• [Work to complete] A single number is wanted: how many lines of the records below contain the word "Right".

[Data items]
########################################
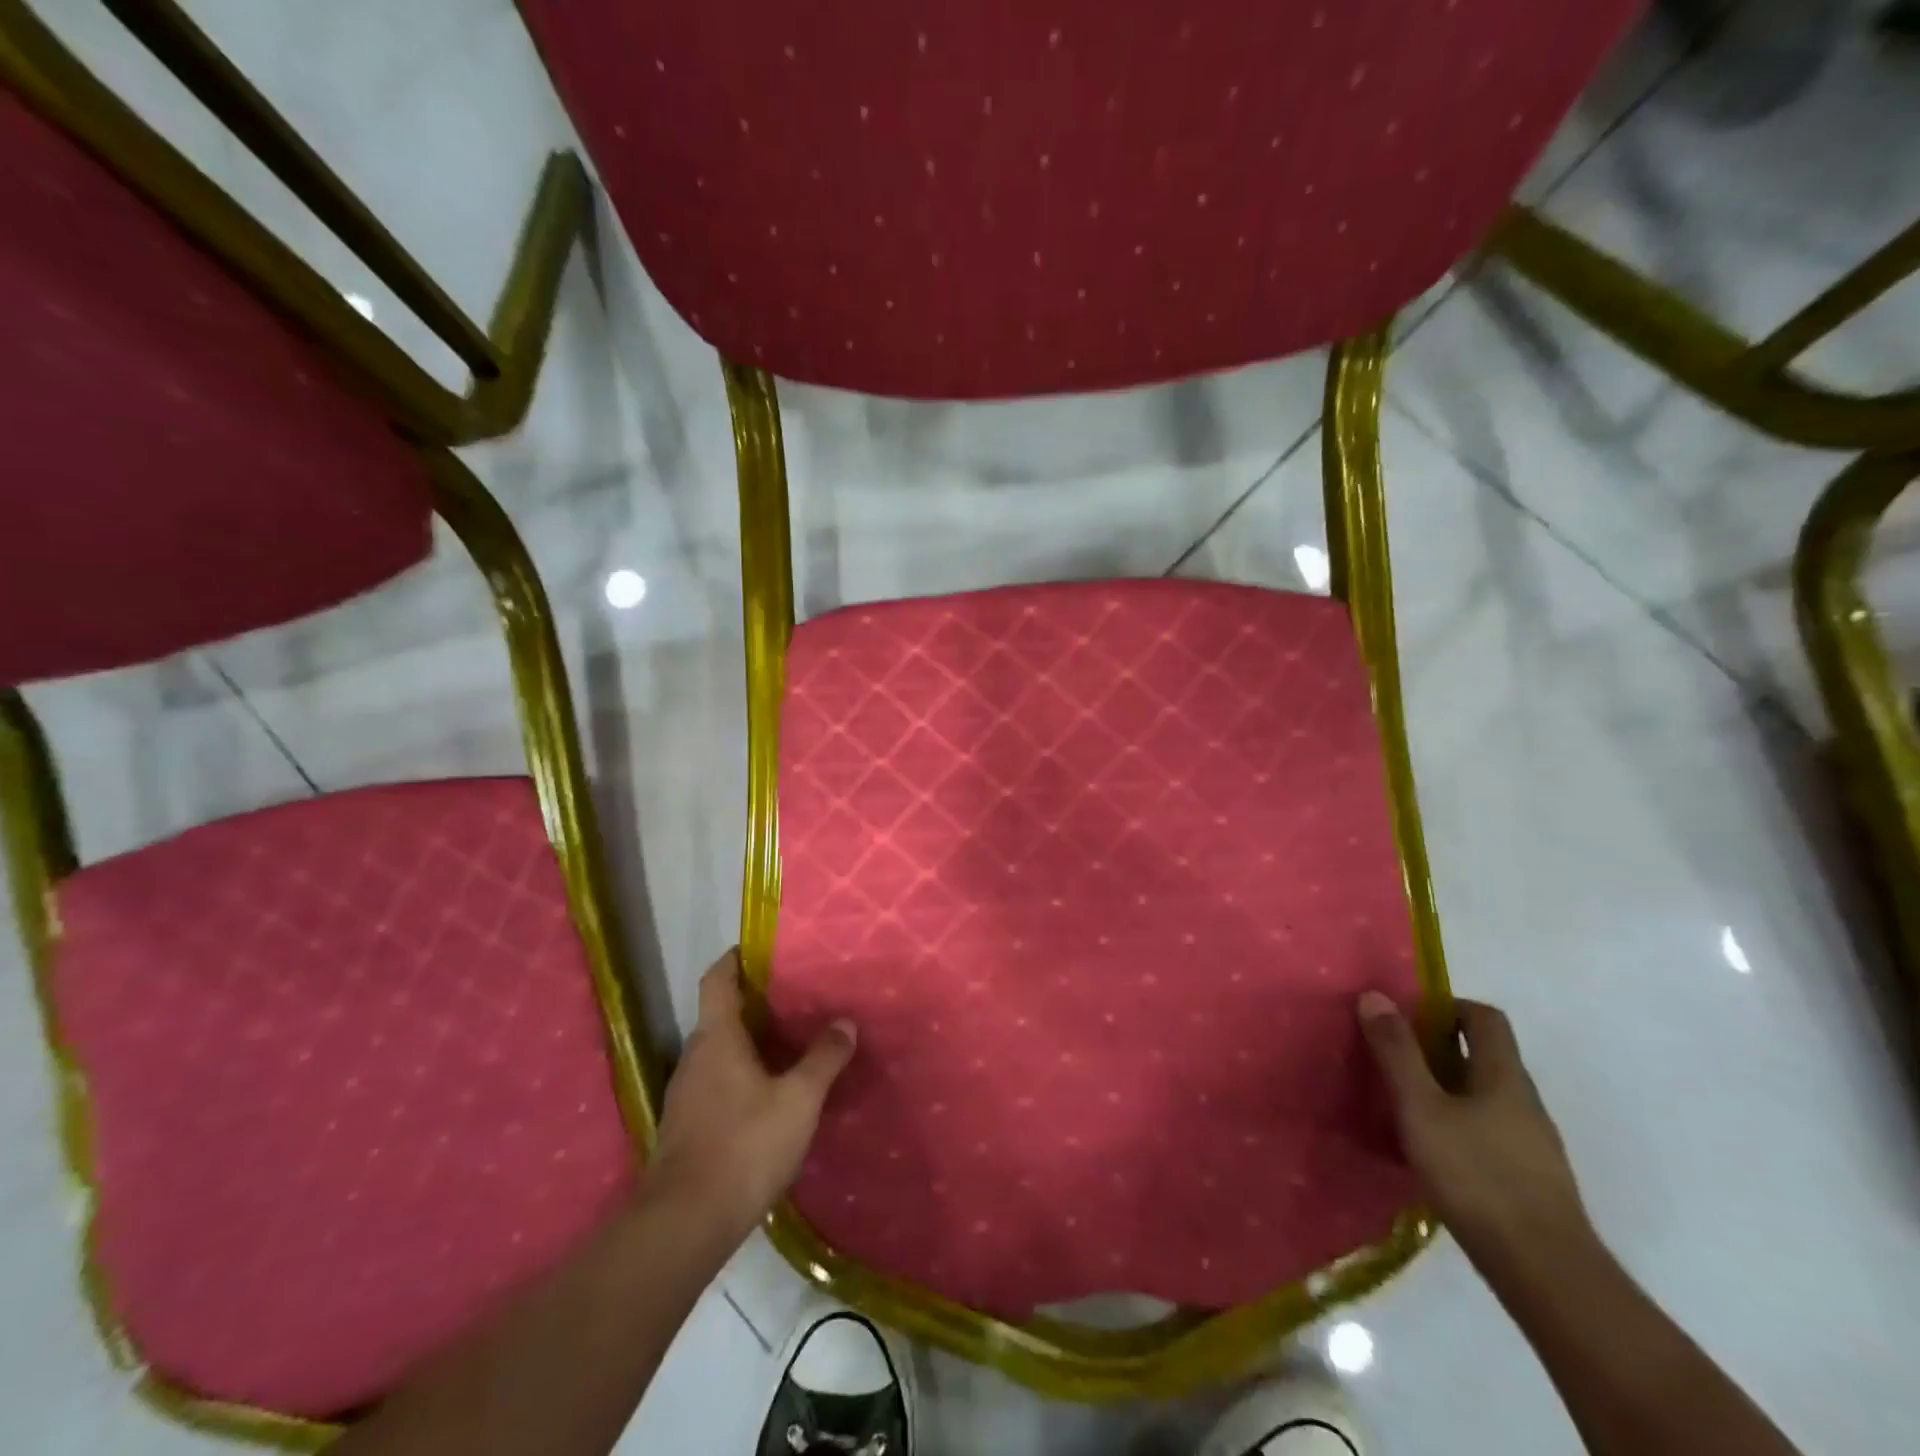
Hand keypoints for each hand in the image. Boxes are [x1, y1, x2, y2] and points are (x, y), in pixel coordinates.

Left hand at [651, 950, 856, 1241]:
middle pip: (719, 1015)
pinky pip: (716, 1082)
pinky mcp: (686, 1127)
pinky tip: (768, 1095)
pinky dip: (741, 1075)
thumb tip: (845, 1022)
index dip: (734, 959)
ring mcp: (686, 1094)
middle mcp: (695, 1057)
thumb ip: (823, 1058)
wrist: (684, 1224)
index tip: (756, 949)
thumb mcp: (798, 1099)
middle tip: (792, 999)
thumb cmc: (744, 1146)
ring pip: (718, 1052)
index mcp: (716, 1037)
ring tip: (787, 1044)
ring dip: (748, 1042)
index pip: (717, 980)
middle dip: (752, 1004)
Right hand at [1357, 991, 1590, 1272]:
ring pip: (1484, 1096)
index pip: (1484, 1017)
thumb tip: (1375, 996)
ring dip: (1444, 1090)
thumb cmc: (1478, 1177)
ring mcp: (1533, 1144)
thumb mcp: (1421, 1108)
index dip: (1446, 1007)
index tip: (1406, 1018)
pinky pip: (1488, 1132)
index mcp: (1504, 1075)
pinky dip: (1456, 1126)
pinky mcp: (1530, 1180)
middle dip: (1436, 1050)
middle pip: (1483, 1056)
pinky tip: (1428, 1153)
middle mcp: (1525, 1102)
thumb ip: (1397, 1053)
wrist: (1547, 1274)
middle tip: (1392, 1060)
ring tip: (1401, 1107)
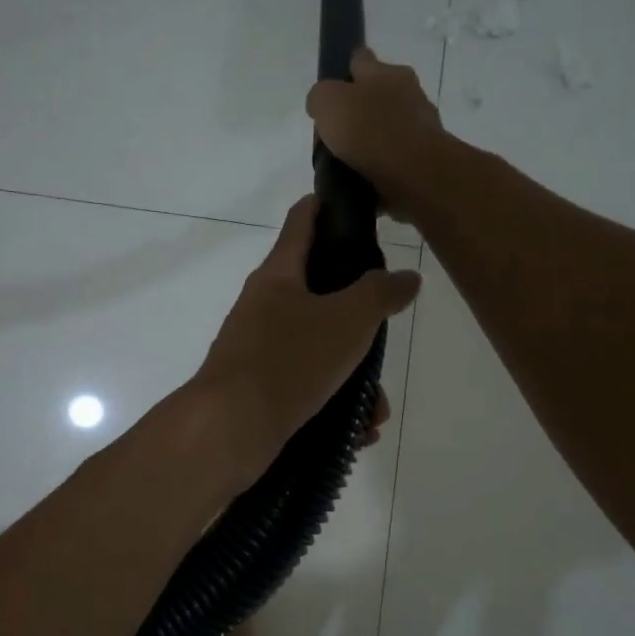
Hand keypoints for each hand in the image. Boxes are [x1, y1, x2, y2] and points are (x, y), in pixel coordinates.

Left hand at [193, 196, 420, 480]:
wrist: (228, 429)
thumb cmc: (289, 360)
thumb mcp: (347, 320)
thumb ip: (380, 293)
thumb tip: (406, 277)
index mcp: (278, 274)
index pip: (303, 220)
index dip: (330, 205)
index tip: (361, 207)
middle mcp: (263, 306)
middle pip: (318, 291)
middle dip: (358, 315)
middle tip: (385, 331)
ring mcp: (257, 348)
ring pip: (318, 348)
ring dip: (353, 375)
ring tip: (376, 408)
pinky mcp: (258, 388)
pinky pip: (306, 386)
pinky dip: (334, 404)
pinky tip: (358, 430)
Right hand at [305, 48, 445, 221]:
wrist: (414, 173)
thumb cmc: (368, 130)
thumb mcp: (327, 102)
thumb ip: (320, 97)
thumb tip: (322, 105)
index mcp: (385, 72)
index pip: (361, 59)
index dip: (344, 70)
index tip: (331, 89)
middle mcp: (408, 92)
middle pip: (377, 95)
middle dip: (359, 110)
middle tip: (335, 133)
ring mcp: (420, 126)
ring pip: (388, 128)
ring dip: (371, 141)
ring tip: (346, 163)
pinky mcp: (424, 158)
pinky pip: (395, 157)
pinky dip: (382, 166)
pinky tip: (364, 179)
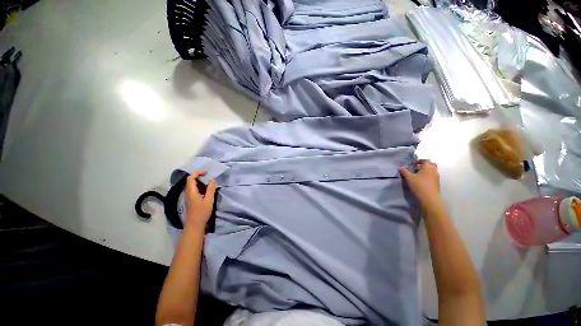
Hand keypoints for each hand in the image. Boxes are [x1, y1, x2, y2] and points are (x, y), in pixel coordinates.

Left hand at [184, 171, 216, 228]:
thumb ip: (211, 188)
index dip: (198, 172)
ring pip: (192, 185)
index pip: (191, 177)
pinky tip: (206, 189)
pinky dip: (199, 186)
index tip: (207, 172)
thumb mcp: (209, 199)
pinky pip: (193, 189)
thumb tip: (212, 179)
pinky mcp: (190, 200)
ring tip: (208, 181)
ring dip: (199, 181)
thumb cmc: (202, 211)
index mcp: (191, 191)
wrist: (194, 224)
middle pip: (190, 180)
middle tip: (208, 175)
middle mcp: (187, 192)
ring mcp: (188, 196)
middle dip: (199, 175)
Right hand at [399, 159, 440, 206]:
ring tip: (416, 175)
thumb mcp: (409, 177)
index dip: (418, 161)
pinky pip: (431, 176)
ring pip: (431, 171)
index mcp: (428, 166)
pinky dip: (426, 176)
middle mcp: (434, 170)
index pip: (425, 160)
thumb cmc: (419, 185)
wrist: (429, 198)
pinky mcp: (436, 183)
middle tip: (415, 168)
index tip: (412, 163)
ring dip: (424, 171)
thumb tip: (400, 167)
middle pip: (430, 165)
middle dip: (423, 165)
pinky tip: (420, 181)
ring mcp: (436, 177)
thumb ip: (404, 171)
########################################
• [Solved problem] 3